START EXTRACTED INFORMATION

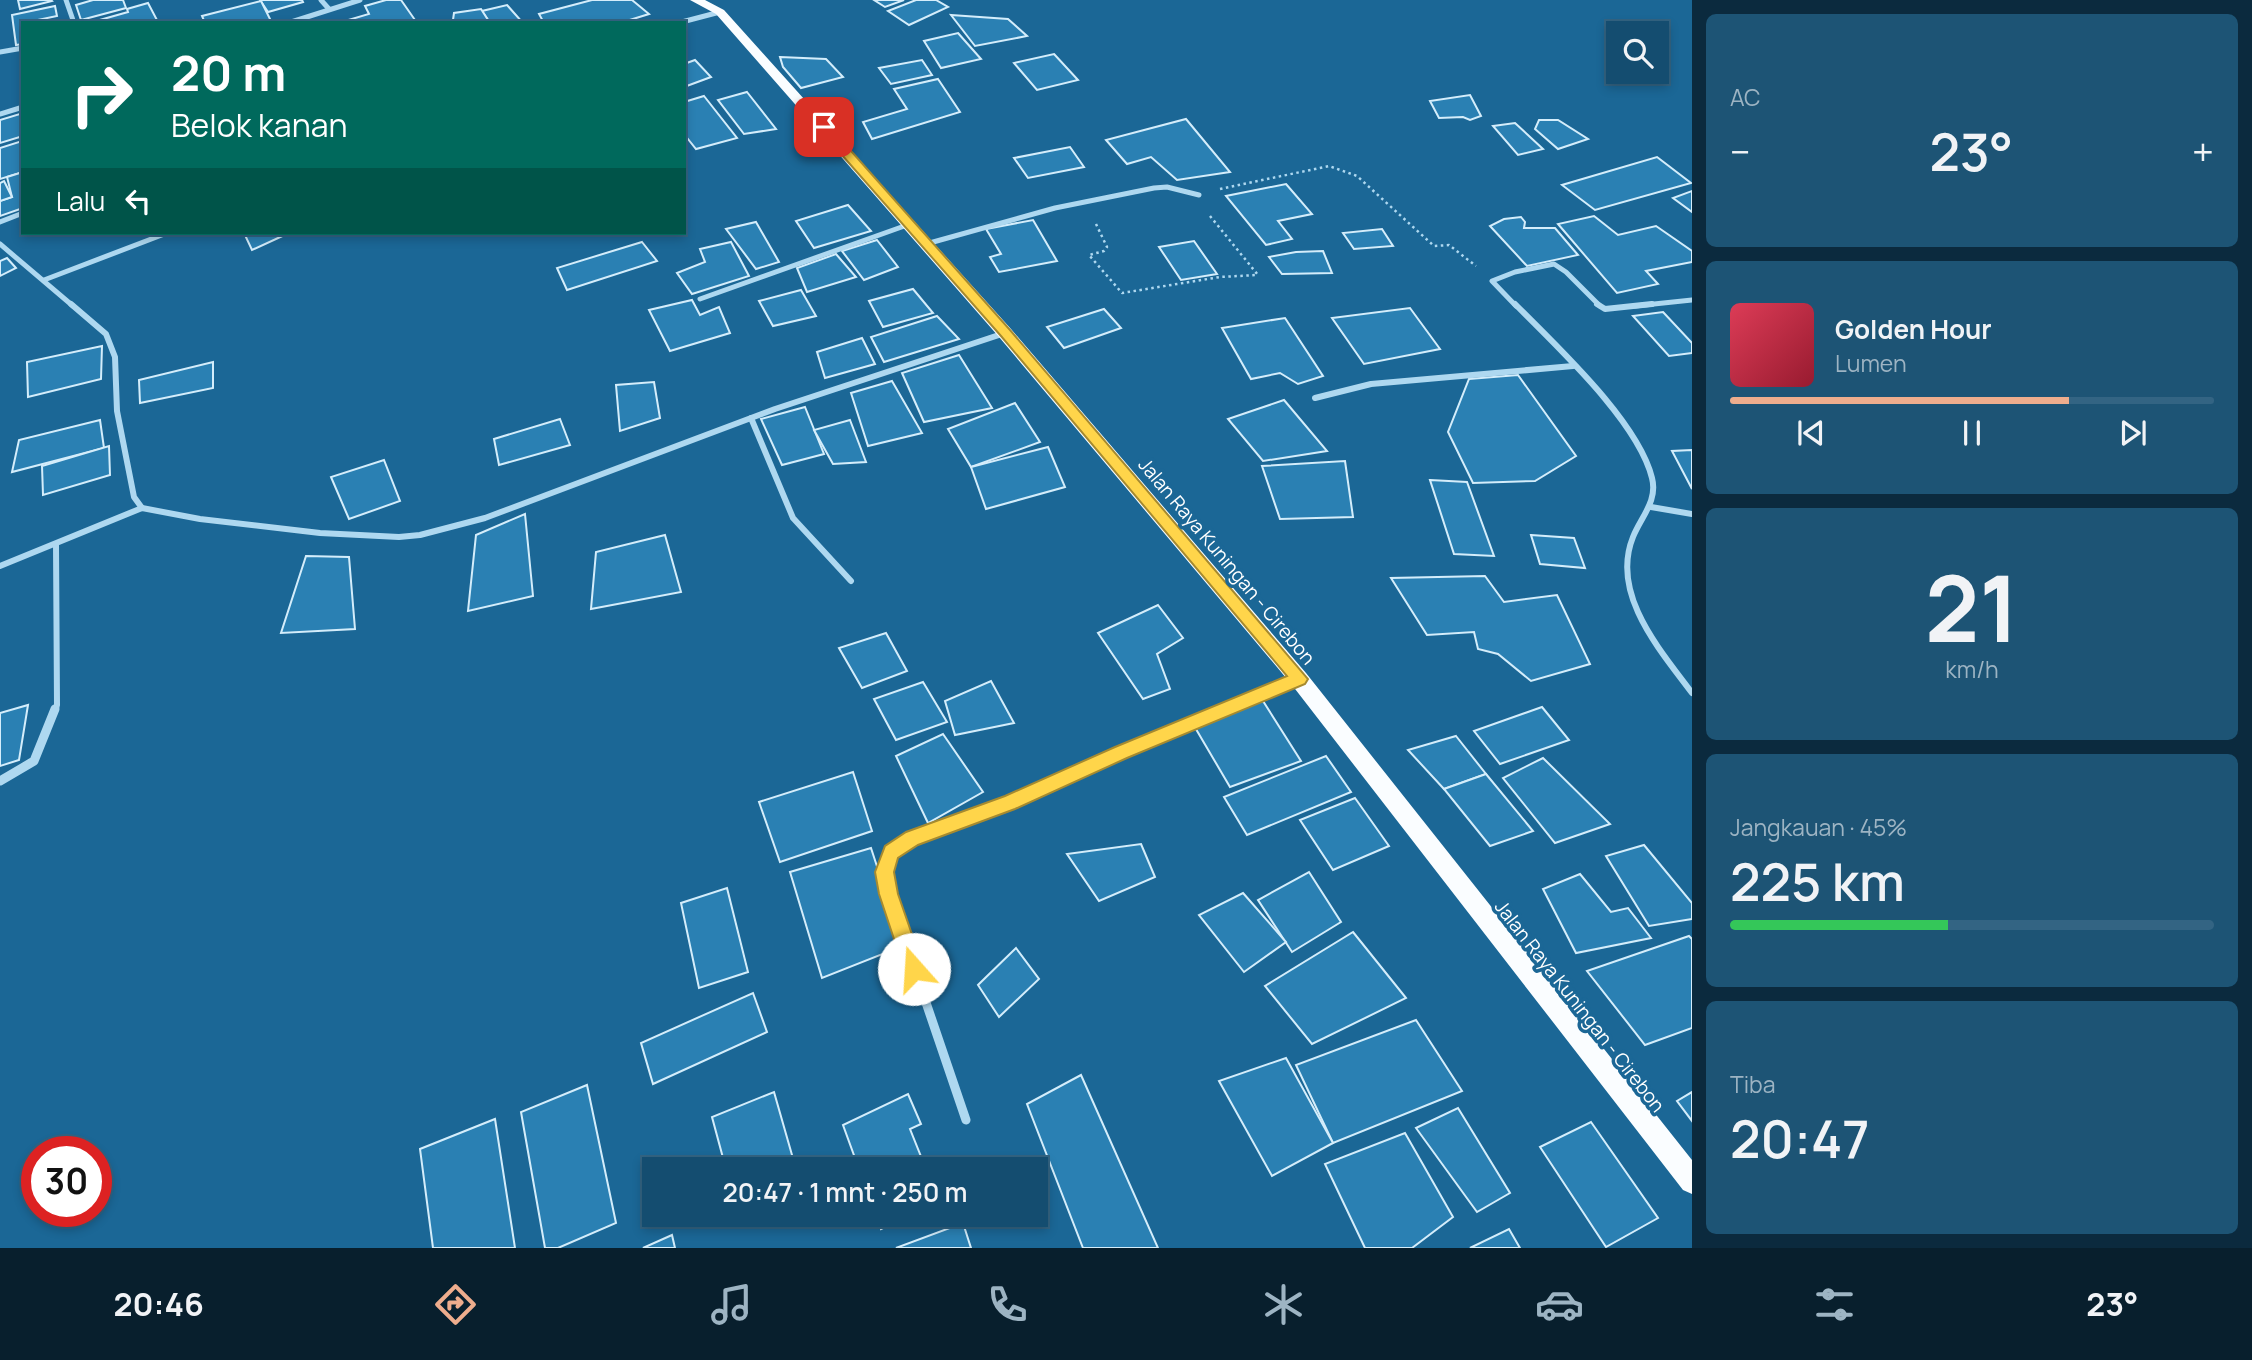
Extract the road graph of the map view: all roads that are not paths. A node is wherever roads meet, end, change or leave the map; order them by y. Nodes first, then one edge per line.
1 (66, 0) edge
2 (321, 0) edge
3 (360, 0) edge
4 (696, 0) edge
5 (329, 9) junction
6 (720, 12) junction
7 (73, 21) edge
8 (295, 21) edge
9 (686, 21) edge
10 (21, 48) edge
11 (0, 52) edge
12 (21, 108) edge
13 (0, 114) edge
14 (1199, 195) road end
15 (21, 215) edge
16 (0, 222) edge
17 (911, 224) junction
18 (162, 235) edge
19 (0, 244) edge
20 (926, 244) junction
21 (44, 280) junction
22 (700, 299) dead end
23 (1692, 300) edge
24 (1005, 333) junction
25 (1573, 366) junction
26 (1315, 398) dead end
27 (751, 418) junction
28 (1651, 507) junction
29 (142, 508) junction
30 (1692, 514) edge
31 (56, 544) junction
32 (0, 566) edge
33 (851, 581) dead end
34 (1692, 676) edge
35 (1681, 678) junction
36 (1299, 679) junction
37 (1692, 693) edge
38 (0, 781) edge
39 (966, 1119) dead end
40 (1692, 1181) edge

1 - 7 street
2 - 5 street
3 - 5 street
4 - 6 highway, Jalan Raya Kuningan - Cirebon
5 - 8 street
6 - 9 street
6 - 17 highway, Jalan Raya Kuningan - Cirebon
10 - 11 street
12 - 13 street
14 - 20 street
15 - 16 street
17 - 20 highway, Jalan Raya Kuningan - Cirebon
17 - 22 street
18 - 21 street
19 - 21 street
20 - 24 highway, Jalan Raya Kuningan - Cirebon
21 - 29 street
23 - 25 street
24 - 27 street
24 - 36 highway, Jalan Raya Kuningan - Cirebon
25 - 26 street
25 - 28 street
27 - 29 street
27 - 33 street
28 - 30 street
28 - 35 street
29 - 31 street
31 - 32 street
31 - 38 street
34 - 35 street
35 - 37 street
36 - 39 street
36 - 40 highway, Jalan Raya Kuningan - Cirebon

END EXTRACTED INFORMATION

> [WHAT THE TASK ASKS]:
Your task is to gather all lines from the entries above that hold the word "Raya".

> [OUTPUT FOR THIS EXERCISE]:
4 - 6 highway, Jalan Raya Kuningan - Cirebon
6 - 17 highway, Jalan Raya Kuningan - Cirebon
17 - 20 highway, Jalan Raya Kuningan - Cirebon
20 - 24 highway, Jalan Raya Kuningan - Cirebon
24 - 36 highway, Jalan Raya Kuningan - Cirebon
36 - 40 highway, Jalan Raya Kuningan - Cirebon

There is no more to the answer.